+++ STUDY MATERIAL

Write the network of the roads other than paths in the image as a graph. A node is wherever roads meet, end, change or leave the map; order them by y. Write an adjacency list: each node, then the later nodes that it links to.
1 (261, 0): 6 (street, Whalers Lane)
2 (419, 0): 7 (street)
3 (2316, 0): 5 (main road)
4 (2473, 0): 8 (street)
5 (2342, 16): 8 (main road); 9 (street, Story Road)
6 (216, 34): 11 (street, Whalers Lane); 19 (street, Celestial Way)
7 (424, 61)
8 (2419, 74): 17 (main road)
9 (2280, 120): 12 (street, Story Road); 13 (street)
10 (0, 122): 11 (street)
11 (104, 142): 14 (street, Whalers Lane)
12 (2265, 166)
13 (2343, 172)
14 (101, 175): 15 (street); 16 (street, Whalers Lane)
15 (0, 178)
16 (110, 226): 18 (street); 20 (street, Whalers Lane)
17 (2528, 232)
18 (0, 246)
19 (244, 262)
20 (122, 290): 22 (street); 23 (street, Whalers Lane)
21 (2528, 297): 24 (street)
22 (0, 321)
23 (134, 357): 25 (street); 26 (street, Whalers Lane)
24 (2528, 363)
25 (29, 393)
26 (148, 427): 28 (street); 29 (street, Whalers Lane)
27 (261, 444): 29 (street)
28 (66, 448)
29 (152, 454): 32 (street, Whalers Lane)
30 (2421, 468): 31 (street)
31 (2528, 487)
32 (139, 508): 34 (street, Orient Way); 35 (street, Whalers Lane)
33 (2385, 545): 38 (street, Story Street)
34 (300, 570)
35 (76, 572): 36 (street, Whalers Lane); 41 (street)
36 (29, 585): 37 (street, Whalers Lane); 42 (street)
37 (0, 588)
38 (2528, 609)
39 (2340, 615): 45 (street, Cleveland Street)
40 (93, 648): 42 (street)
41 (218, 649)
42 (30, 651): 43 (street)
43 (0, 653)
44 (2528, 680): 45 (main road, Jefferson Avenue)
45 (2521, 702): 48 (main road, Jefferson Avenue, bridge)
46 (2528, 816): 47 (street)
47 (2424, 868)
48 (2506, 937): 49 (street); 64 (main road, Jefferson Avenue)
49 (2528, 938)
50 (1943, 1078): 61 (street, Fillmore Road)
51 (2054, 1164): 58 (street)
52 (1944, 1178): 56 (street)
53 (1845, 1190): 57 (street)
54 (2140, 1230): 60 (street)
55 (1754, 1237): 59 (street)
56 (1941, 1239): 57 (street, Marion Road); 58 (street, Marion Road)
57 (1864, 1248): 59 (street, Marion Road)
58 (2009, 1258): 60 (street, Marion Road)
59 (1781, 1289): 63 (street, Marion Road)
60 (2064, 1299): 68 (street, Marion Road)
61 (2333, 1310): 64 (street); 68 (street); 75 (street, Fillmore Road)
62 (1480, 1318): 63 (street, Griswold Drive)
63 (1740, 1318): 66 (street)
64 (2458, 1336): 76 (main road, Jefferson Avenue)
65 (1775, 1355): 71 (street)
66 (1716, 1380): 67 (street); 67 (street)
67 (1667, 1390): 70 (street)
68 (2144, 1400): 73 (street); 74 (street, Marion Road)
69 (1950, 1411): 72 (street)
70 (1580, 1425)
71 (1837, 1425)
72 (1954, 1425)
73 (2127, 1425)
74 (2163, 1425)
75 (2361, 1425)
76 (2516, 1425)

++++++

> _ASSIGNMENT_
Every line in the material must be repeated verbatim.

> _RESULT OF THE TASK_
Write the network of the roads other than paths in the image as a graph. A node is wherever roads meet, end, change or leave the map; order them by y. Write an adjacency list: each node, then the later nodes that it links to.
1 (261, 0): 6 (street, Whalers Lane)
2 (419, 0): 7 (street)
3 (2316, 0): 5 (main road)
4 (2473, 0): 8 (street)
5 (2342, 16): 8 (main road); 9 (street, Story Road)
6 (216, 34): 11 (street, Whalers Lane); 19 (street, Celestial Way)
7 (424, 61)
8 (2419, 74): 17 (main road)
9 (2280, 120): 12 (street, Story Road); 13 (street)
10 (0, 122): 11 (street)
11 (104, 142): 14 (street, Whalers Lane)
12 (2265, 166)
13 (2343, 172)
14 (101, 175): 15 (street); 16 (street, Whalers Lane)
15 (0, 178)
16 (110, 226): 18 (street); 20 (street, Whalers Lane)
17 (2528, 232)
18 (0, 246)
19 (244, 262)
20 (122, 290): 22 (street); 23 (street, Whalers Lane)
21 (2528, 297): 24 (street)
22 (0, 321)
23 (134, 357): 25 (street); 26 (street, Whalers Lane)
24 (2528, 363)
25 (29, 393)
26 (148, 427): 28 (street); 29 (street, Whalers Lane)
27 (261, 444): 29 (street)
28 (66, 448)
29 (152, 454): 32 (street, Whalers Lane)
30 (2421, 468): 31 (street)
31 (2528, 487)
32 (139, 508): 34 (street, Orient Way); 35 (street, Whalers Lane)
33 (2385, 545): 38 (street, Story Street)
34 (300, 570)
35 (76, 572): 36 (street, Whalers Lane); 41 (street)
36 (29, 585): 37 (street, Whalers Lane); 42 (street)
37 (0, 588)
38 (2528, 609)
39 (2340, 615): 45 (street, Cleveland Street)
40 (93, 648): 42 (street)
41 (218, 649)
42 (30, 651): 43 (street)
43 (0, 653)
44 (2528, 680): 45 (main road, Jefferson Avenue)
45 (2521, 702): 48 (main road, Jefferson Avenue, bridge)
46 (2528, 816): 47 (street)
47 (2424, 868)
48 (2506, 937): 49 (street); 64 (main road, Jefferson Avenue)
49 (2528, 938)
50 (1943, 1078): 61 (street, Fillmore Road)
51 (2054, 1164): 58 (street)
52 (1944, 1178): 56 (street)
53 (1845, 1190): 57 (street)
54 (2140, 1230): 60 (street)
55 (1754, 1237): 59 (street)
56 (1941, 1239): 57 (street, Marion Road); 58 (street, Marion Road)
57 (1864, 1248): 59 (street, Marion Road)
58 (2009, 1258): 60 (street, Marion Road)
59 (1781, 1289): 63 (street, Marion Road)
60 (2064, 1299): 68 (street, Marion Road)
61 (2333, 1310): 64 (street); 68 (street); 75 (street, Fillmore Road)
62 (1480, 1318): 63 (street, Griswold Drive)
63 (1740, 1318): 66 (street)
64 (2458, 1336): 76 (main road, Jefferson Avenue)
65 (1775, 1355): 71 (street)
66 (1716, 1380): 67 (street); 67 (street)
67 (1667, 1390): 70 (street)
68 (2144, 1400): 73 (street); 74 (street, Marion Road)
69 (1950, 1411): 72 (street)
70 (1580, 1425)
71 (1837, 1425)
72 (1954, 1425)
73 (2127, 1425)
74 (2163, 1425)
75 (2361, 1425)
76 (2516, 1425)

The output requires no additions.